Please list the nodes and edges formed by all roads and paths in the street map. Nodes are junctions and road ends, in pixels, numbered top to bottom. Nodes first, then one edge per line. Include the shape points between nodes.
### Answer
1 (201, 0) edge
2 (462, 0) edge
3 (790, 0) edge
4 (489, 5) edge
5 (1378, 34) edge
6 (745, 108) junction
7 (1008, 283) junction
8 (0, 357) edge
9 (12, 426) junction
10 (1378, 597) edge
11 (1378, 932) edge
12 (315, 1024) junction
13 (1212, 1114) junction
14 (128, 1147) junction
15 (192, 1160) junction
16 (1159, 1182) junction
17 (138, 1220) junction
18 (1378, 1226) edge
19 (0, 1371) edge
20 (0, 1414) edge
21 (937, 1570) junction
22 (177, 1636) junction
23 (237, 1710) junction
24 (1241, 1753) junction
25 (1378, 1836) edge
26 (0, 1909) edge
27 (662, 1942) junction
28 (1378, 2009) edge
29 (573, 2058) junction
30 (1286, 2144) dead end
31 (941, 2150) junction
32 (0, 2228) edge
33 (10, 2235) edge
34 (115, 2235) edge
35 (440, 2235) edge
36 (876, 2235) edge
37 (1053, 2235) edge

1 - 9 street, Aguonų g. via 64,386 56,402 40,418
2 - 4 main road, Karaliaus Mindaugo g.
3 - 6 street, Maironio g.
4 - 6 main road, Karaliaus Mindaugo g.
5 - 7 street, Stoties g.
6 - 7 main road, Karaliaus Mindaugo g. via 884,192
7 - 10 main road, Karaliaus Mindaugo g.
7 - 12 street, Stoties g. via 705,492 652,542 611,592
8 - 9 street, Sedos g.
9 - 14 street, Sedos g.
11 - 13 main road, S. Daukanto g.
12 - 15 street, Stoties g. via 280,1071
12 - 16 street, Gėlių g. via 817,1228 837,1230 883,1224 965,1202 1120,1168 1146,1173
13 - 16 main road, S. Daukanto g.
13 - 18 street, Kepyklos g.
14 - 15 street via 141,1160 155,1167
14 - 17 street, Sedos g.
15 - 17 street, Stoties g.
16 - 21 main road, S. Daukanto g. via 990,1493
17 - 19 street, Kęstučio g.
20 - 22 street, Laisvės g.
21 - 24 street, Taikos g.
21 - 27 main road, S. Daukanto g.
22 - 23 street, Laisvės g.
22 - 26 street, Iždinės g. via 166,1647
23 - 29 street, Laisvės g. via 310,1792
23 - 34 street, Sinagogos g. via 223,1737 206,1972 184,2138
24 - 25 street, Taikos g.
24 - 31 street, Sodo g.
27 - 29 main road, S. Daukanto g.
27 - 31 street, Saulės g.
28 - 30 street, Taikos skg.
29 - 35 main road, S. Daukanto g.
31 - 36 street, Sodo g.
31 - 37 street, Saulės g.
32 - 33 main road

= = =

* _Problem description_
All of the entries above should be output exactly as they are.

* _Solution to this problem_
Please list the nodes and edges formed by all roads and paths in the street map. Nodes are junctions and road ends, in pixels, numbered top to bottom. Nodes first, then one edge per line. Include the shape points between nodes.
### Answer
1 (201, 0) edge
2 (462, 0) edge
3 (790, 0) edge
4 (489, 5) edge
5 (1378, 34) edge
6 (745, 108) junction
7 (1008, 283) junction
8 (0, 357) edge
9 (12, 426) junction
10 (1378, 597) edge
11 (1378, 932) edge
12 (315, 1024) junction
13 (1212, 1114) junction
14 (128, 1147) junction
15 (192, 1160) junction
16 (1159, 1182) junction
17 (138, 1220) junction
18 (1378, 1226) edge
19 (0, 1371) edge
20 (0, 1414) edge
21 (937, 1570) junction
22 (177, 1636) junction
23 (237, 1710) junction
24 (1241, 1753) junction
25 (1378, 1836) edge
26 (0, 1909) edge
27 (662, 1942) junction
28 (1378, 2009) edge
29 (573, 2058) junction
30 (1286, 2144) dead end
31 (941, 2150) junction
32 (0, 2228) edge
33 (10, 2235) edge
34 (115, 2235) edge
35 (440, 2235) edge
36 (876, 2235) edge
37 (1053, 2235) edge

1 - 9 street, Aguonų g. via 64,386 56,402 40,418
2 - 4 main road, Karaliaus Mindaugo g.
3 - 6 street, Maironio g.
4 - 6 main road, Karaliaus Mindaugo g.
5 - 7 street, Stoties g.
6 - 7 main road, Karaliaus Mindaugo g. via 884,192
7 - 10 main road, Karaliaus Mindaugo g.
7 - 12 street, Stoties g. via 705,492 652,542 611,592
8 - 9 street, Sedos g.
9 - 14 street, Sedos g.
11 - 13 main road, S. Daukanto g.
12 - 15 street, Stoties g. via 280,1071
12 - 16 street, Gėlių g. via 817,1228 837,1230 883,1224 965,1202 1120,1168 1146,1173
13 - 16 main road, S. Daukanto g.
13 - 18 street, Kepyklos g.
14 - 15 street via 141,1160 155,1167
14 - 17 street, Sedos g.
15 - 17 street, Stoties g.
16 - 21 main road, S. Daukanto g. via 990,1493
17 - 19 street, Kęstučio g.
20 - 22 street, Laisvės g.
21 - 24 street, Taikos g.
21 - 27 main road, S. Daukanto g.
22 - 23 street, Laisvės g.
22 - 26 street, Iždinės g. via 166,1647
23 - 29 street, Laisvės g. via 310,1792
23 - 34 street, Sinagogos g. via 223,1737 206,1972 184,2138
24 - 25 street, Taikos g.
24 - 31 street, Sodo g.
27 - 29 main road, S. Daukanto g.
27 - 31 street, Saulės g.
28 - 30 street, Taikos skg.
29 - 35 main road, S. Daukanto g.
31 - 36 street, Sodo g.
31 - 37 street, Saulės g.
32 - 33 main road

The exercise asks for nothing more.